For a search algo with reference return type, what should be the default return value?

Question

Say I have an array, and I want to retrieve a reference to an element of this array.

struct A {
    int n;
}

A& search_algo(A* AList, int len, int target) {
    for (int i = 0; i < len; i++) {
        if (AList[i].n == target) { return AList[i]; }
    }
    return what?   //problem comes here, target not in array, what should I return
}

I would like to know what is the most conventional way to deal with it, or what return value makes the most sense. Like how can I best convey a message of "your thing isn't here, go away". Something similar to a nullptr would be great.

My current solution is to initialize a object A on the stack and return it. Although I can compile just fine, but returning a reference to local variable is unsafe.

I am thinking initializing the object on heap using new but that would be messy and I will have to deal with memory release. I don't like it.

Answer 1

A good practice is to return the index/position where the element is found, instead of returning the found value. This is what STL does, it returns the position/iterator of the found element and if the element is not found, it returns the position 1 unit ahead of the last element which indicates that the element is not found in the container.
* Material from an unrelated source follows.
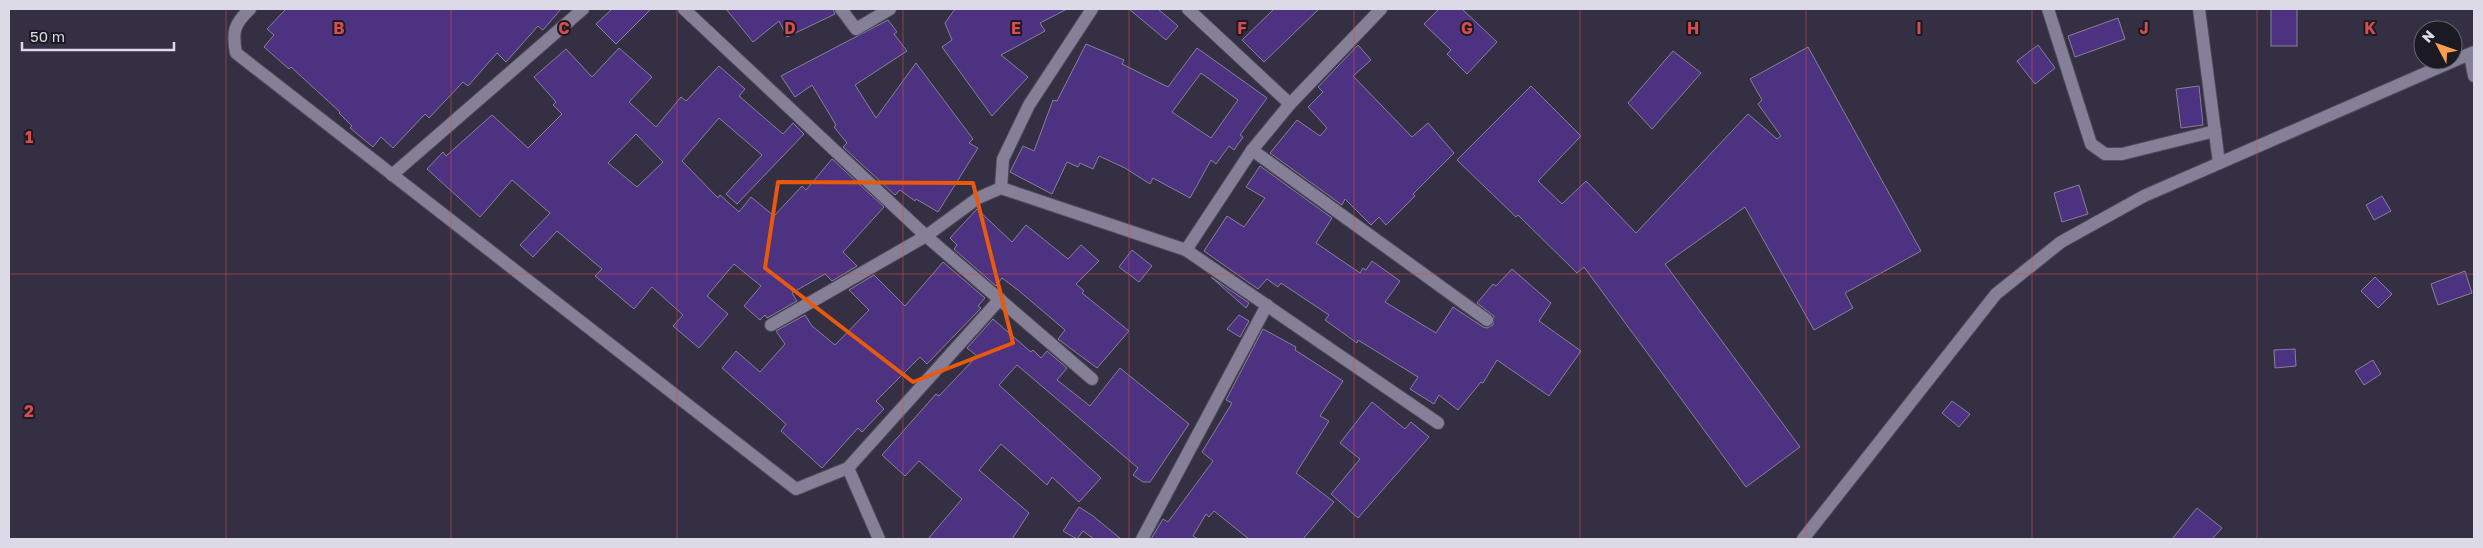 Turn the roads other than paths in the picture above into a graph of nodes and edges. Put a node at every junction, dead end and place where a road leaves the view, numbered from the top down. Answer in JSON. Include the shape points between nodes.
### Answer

You can return len if the element is not found in the array. For example,

#include <iostream>
#include <string>
#include <fstream>
using namespace std;

struct A {
    int n;
};

int search_algo(A* AList, int len, int target) {
    for (int i = 0; i < len; i++)
        if (AList[i].n == target)
            return i;
    return len;
}

int main(){
    int _len = 4;
    A _list[_len] = {6,7,8,9};
    int idx1 = search_algo(_list,_len,7);
    int idx2 = search_algo(_list,_len,10);
    if(idx1==_len)
        cout<<"Element not found"<<endl;
    else
        cout<<"Element found at "<<idx1<<" index and it's value is "<<_list[idx1].n<<endl;
    if(idx2==_len)
        cout<<"Element not found"<<endl;
    else
        cout<<"Element found at "<<idx2<<" index and it's value is "<<_list[idx2].n<<endl;
}

Output:

Element found at 1 index and it's value is 7
Element not found

Answer 2

Return index would be a good practice. But if you insist on reference, I think you can throw an exception at the end of search_algo.

Answer 3

Return the last() iterator of the container or len to indicate failure of find(). This is the convention of STL and a good practice.

template<typename InputIterator, typename T>
  InputIterator find (InputIterator first, InputIterator last, const T& val)
{
  while (first!=last) {
    if (*first==val) return first;
    ++first;
  }
  return last;
}

Answer 4

If you are expecting "not found" as a valid result, you should not return a reference to the found object, as there is no "null" reference in C++.

You may return a pointer (nullptr for not found), an iterator (one-past-the-last for not found).

In the standard library, a function which returns a reference is usually not for searching an element, and it is usually an exceptional case when there is not element to return. So it would just throw an exception, such as std::map::at()